WHAT NEEDS TO BE DONE: I need the number of lines in the data that include "Vladimir"; reply with that number alone.
*** Opening DATASET RECORDS ***
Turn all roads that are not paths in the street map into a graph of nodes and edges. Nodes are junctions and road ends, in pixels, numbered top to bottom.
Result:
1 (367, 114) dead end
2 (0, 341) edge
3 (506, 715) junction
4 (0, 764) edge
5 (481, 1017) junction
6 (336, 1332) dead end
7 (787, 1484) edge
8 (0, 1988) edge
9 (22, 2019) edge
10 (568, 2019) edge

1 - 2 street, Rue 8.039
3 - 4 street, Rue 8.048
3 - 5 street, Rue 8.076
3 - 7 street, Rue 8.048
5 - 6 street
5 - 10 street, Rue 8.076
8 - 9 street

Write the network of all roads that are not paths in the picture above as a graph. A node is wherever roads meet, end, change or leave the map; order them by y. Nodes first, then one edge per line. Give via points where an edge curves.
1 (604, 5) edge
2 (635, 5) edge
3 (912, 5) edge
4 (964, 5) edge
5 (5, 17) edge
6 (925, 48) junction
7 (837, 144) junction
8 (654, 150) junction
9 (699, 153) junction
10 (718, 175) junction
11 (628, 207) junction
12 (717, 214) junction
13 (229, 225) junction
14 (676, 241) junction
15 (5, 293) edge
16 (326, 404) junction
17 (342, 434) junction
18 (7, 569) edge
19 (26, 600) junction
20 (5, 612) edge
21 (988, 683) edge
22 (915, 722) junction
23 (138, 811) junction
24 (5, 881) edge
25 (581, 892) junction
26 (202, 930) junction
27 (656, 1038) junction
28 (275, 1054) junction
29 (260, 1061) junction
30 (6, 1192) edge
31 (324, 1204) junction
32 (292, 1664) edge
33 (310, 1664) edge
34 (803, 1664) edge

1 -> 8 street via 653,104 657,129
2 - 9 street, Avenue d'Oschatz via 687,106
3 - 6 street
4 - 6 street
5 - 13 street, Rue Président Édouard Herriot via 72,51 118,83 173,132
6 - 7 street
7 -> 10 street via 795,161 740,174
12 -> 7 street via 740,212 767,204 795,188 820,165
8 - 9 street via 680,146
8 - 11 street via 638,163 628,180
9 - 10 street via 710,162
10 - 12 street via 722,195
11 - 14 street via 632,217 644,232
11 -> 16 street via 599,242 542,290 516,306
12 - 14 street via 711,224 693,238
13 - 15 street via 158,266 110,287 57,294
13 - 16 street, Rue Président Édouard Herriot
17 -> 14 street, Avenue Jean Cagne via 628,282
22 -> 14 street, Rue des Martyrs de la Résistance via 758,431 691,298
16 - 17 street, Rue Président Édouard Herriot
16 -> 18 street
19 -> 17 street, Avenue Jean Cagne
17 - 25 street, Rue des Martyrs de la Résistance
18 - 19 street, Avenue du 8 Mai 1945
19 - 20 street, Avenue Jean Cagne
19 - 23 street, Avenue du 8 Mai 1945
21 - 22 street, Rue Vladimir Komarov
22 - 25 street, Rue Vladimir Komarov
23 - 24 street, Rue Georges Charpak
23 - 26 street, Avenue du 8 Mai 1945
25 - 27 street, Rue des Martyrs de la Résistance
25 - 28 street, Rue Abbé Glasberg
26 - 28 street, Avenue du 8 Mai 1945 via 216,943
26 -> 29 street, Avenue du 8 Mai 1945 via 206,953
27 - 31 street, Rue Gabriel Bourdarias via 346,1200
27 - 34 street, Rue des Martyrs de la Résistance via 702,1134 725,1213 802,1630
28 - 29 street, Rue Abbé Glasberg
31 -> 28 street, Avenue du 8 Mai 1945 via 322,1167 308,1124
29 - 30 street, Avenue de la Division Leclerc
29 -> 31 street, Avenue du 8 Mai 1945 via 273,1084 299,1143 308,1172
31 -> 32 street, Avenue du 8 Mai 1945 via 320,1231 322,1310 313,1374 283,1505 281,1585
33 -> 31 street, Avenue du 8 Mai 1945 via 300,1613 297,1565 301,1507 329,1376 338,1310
*** Closing DATASET RECORDS ***
ANSWER SPACE: 2